▼▼▼
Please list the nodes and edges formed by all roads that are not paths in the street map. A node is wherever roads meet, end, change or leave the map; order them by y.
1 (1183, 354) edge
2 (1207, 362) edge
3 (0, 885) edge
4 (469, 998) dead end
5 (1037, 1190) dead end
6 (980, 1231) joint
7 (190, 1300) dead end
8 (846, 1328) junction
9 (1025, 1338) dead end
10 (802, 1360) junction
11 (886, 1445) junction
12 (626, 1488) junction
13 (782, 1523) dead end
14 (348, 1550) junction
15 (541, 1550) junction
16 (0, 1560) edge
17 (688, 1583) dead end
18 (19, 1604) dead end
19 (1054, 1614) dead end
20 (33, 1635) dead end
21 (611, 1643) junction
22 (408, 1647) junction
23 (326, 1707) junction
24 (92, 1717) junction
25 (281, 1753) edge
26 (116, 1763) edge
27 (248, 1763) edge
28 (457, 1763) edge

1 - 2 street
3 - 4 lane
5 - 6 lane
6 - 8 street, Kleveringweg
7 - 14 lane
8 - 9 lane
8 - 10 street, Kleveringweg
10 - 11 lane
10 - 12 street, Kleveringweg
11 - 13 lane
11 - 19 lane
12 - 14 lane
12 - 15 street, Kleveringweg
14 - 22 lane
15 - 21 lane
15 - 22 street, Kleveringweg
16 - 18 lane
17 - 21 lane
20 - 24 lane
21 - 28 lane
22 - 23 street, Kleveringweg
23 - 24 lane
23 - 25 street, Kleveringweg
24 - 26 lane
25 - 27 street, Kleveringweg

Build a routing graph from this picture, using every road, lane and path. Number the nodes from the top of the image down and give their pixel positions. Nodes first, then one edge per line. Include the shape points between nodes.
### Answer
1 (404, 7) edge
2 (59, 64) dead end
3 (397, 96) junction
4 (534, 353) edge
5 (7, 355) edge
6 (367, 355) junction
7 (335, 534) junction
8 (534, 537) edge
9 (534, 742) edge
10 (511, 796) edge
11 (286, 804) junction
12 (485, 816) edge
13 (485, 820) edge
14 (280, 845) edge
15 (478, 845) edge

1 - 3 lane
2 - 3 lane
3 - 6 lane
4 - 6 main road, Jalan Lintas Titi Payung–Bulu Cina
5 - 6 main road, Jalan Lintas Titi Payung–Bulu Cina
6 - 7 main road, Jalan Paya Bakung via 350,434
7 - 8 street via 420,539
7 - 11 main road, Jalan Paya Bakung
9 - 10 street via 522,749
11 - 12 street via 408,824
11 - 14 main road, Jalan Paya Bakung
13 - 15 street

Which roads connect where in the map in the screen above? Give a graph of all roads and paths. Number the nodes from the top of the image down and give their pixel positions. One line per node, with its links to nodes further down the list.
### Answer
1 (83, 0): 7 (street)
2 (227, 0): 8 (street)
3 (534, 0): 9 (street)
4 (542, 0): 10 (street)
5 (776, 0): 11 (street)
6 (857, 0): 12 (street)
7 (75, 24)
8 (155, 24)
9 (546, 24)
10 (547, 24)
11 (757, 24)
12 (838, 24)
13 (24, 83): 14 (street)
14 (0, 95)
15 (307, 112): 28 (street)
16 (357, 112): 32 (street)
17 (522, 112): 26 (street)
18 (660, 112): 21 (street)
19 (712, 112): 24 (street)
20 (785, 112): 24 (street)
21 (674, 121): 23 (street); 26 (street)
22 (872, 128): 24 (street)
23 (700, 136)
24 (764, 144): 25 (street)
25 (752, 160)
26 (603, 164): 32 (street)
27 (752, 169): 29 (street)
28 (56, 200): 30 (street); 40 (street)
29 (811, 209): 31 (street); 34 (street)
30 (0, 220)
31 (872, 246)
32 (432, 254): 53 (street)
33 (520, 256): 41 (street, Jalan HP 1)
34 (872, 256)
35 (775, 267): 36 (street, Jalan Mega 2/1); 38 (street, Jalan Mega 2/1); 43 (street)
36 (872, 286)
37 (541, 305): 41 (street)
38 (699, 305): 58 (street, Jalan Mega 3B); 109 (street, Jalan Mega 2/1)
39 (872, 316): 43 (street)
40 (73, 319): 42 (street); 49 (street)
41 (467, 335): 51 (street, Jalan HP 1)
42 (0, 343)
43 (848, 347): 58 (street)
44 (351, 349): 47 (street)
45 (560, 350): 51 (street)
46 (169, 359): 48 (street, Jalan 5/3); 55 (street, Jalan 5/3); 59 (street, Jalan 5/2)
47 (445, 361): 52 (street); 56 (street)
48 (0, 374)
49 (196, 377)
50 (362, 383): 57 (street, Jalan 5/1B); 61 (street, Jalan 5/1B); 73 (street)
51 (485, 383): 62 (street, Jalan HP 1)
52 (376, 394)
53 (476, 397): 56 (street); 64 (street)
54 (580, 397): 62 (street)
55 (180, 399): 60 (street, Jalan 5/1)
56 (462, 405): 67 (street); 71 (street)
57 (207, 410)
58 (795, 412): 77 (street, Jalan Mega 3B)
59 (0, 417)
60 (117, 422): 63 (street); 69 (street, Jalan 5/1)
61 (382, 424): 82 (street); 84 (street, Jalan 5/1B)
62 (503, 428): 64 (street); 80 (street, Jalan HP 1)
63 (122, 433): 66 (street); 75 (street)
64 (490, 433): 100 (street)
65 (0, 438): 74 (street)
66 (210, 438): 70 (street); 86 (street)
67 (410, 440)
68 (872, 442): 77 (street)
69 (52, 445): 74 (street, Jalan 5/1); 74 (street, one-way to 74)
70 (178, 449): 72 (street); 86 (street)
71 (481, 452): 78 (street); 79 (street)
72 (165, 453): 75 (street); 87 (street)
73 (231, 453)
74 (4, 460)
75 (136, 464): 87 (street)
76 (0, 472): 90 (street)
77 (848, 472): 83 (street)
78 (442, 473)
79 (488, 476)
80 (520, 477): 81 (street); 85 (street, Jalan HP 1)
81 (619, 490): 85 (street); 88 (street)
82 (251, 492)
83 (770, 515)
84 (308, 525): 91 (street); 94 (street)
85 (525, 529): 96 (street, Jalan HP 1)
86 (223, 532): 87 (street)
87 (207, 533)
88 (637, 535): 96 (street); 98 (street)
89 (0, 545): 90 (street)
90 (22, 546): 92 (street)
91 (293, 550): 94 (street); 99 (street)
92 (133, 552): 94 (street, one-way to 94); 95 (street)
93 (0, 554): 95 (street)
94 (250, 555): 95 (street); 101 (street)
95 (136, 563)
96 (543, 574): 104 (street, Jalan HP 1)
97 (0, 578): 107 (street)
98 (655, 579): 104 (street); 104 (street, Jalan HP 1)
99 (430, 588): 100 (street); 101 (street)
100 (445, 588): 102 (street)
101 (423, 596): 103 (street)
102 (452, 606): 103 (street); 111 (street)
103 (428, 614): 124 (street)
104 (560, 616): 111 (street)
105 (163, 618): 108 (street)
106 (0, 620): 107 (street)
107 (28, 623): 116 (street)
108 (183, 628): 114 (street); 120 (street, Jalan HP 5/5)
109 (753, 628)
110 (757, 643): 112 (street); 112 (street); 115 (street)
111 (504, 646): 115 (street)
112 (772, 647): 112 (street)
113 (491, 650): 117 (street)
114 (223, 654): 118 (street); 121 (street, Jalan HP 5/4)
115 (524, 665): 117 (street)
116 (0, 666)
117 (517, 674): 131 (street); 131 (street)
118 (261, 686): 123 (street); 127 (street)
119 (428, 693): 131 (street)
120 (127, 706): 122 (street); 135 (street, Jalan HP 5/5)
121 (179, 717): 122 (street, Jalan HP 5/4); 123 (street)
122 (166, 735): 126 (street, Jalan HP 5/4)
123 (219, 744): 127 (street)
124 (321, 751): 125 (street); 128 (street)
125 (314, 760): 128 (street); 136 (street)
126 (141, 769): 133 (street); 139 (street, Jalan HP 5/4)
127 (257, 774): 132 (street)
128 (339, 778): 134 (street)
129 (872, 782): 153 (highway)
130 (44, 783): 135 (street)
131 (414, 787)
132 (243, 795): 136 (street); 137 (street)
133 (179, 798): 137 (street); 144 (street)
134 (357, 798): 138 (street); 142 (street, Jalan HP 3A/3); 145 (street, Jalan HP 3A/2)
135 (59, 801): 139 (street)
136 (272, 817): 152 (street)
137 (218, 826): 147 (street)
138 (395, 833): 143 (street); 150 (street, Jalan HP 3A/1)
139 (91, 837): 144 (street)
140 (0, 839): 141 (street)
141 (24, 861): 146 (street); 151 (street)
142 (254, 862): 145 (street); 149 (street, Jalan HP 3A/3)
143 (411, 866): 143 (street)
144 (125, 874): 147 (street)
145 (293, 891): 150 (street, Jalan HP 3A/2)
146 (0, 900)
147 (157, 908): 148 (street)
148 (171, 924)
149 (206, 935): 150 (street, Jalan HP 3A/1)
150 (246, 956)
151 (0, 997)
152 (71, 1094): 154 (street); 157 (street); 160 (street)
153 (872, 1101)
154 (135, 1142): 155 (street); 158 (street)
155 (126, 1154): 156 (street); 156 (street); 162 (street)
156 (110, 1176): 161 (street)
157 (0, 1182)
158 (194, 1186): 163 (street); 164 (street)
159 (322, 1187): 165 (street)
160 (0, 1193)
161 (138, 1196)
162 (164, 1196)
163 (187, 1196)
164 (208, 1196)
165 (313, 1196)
▲▲▲
§ YOUR INSTRUCTIONS: Across the data, find each line that has "Kleveringweg" in it and copy that line.

§ EXERCISE ANSWER:
6 - 8 street, Kleveringweg
8 - 10 street, Kleveringweg
10 - 12 street, Kleveringweg
12 - 15 street, Kleveringweg
15 - 22 street, Kleveringweg
22 - 23 street, Kleveringweg
23 - 25 street, Kleveringweg
25 - 27 street, Kleveringweg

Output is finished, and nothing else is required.